(Source information)
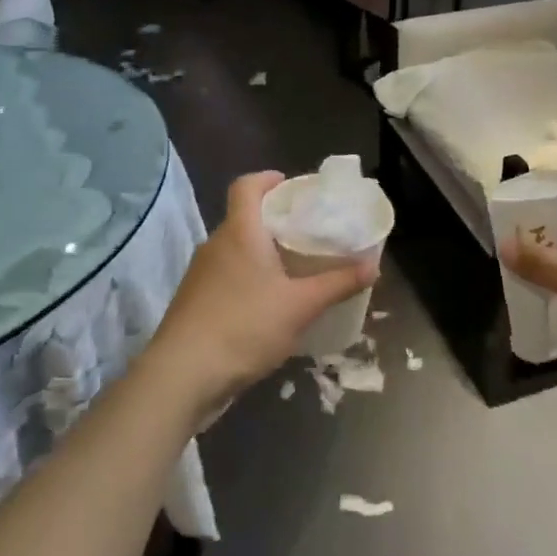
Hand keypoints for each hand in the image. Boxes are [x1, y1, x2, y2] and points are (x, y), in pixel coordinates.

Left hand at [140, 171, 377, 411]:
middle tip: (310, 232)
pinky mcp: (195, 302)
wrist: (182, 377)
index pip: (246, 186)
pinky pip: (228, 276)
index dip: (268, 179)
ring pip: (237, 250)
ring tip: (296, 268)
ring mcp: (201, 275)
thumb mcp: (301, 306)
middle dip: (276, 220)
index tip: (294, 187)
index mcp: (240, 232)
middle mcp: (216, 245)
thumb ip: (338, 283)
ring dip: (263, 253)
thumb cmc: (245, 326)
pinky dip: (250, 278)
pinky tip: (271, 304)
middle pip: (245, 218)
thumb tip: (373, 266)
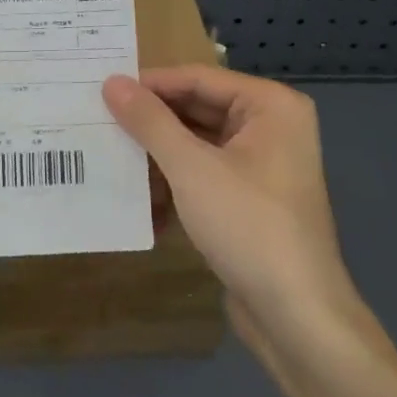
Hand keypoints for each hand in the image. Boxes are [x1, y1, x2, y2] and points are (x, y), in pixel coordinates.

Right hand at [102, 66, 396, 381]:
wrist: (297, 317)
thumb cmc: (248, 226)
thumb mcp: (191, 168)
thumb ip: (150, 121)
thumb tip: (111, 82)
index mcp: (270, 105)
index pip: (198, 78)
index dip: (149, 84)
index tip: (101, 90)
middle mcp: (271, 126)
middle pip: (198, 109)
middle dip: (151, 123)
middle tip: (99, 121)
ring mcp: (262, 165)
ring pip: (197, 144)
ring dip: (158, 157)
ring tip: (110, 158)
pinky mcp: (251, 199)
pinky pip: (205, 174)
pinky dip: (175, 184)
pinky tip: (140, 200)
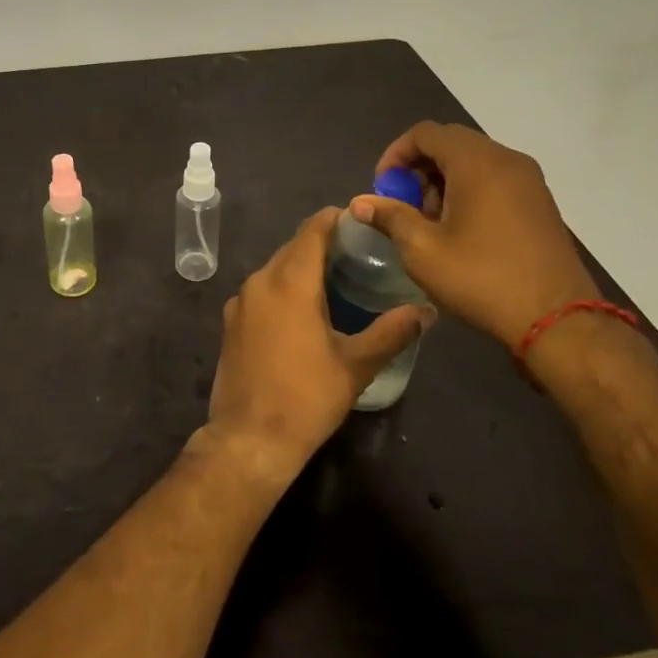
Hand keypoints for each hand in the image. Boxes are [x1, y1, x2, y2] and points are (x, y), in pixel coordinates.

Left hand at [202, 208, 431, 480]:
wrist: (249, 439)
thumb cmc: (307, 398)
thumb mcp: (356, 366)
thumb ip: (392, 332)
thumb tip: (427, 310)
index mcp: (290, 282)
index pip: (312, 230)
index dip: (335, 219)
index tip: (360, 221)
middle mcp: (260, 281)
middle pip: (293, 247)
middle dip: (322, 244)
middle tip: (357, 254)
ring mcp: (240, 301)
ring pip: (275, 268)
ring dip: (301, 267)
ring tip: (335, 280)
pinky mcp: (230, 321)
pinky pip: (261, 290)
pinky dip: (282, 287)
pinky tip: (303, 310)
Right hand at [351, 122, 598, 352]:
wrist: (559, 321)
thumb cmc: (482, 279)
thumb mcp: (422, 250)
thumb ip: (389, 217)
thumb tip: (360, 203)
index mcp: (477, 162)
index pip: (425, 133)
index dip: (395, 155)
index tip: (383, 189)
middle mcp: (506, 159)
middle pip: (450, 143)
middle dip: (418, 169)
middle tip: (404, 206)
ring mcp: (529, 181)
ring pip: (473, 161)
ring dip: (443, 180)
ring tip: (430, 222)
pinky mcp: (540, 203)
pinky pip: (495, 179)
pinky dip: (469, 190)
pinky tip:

(What to do) Write the records out exactly, dropping every image.

(Solution to this task)
Hand keypoints for each hand in the image. Boxes are [x1, y1, x2, y2] and points are (x, y), in pixel coordinates.

Left hand at [140, 171, 377, 411]:
middle tip: (310, 232)
pinky mcp: (195, 302)
wrist: (182, 377)
index pip: (246, 186)
pinky pip: (228, 276)
index dip: (268, 179)
ring pip: (237, 250)
ring tip: (296, 268)
ring mcp: (201, 275)
thumb mcp: (301, 306)
middle dip: (276, 220)
index tip: (294, 187)
index mcp: (240, 232)
middle mcp: (216, 245)
thumb ip: (338, 283)
ring dip: (263, 253)
thumb cmc: (245, 326)
pinky dip: (250, 278)
pinky tip: (271, 304)
middle pip: (245, 218)
thumb tip: (373, 266)
Hand keypoints for each hand in the image. Boxes are [x1, y1, x2, y2] and points are (x, y), in pixel coordinates.

Right hand at [102, 66, 396, 381]:
wrist: (297, 317)
thumb cmc: (248, 226)
thumb mcp: (191, 168)
thumb ip: (150, 121)
thumb tip: (111, 82)
index mcp: (270, 105)
index pip: (198, 78)
index dip: (149, 84)
index tip: (101, 90)
middle mcp: (271, 126)
middle pip: (198, 109)
middle dip: (151, 123)
middle tip: (99, 121)
ring mcp: (262, 165)
ring pip: (197, 144)
ring dip: (158, 157)
ring tip: (110, 158)
pinky mcp: (251, 199)
pinky pip: (205, 174)
pinky dip: (175, 184)
pinky tip: (140, 200)
Hand keypoints for each hand in the image. Boxes are [x1, y1, x2, y2] and points are (x, y), in pixel coordinates.

Left hand at [202, 208, 431, 480]:
wrist: (249, 439)
thumb cmc: (307, 398)
thumb mcp: (356, 366)
thumb ip: (392, 332)
thumb tip: (427, 310)
index mcp: (290, 282)
index pip: (312, 230)
index dip: (335, 219)
index tip: (360, 221)
middle mcp: (260, 281)
middle pip: (293, 247)
middle dip: (322, 244)
middle tip: (357, 254)
ring mcp: (240, 301)
ring pip: (275, 268)
ring dip: (301, 267)
ring tip: (335, 280)
pinky mcp: (230, 321)
pinky pip: (261, 290)
pinky dip: (282, 287)
pinky tip: (303, 310)
Right hand at [351, 122, 598, 352]:
wrist: (559, 321)
thumb cmc: (482, 279)
thumb mcp: (422, 250)
thumb ip: (389, 217)
thumb tip: (360, 203)
index mcp: (477, 162)
index pip: (425, 133)
index dip: (395, 155)
index tip: (383, 189)
middle mcp: (506, 159)
middle pip: (450, 143)
middle dip: (418, 169)
middle tip: (404, 206)
ring mcp: (529, 181)
ring pip: (473, 161)
ring dip: (443, 180)
ring tip: (430, 222)
pinky mcp: (540, 203)
pinky pip: (495, 179)
pinky dip: (469, 190)
pinky tip:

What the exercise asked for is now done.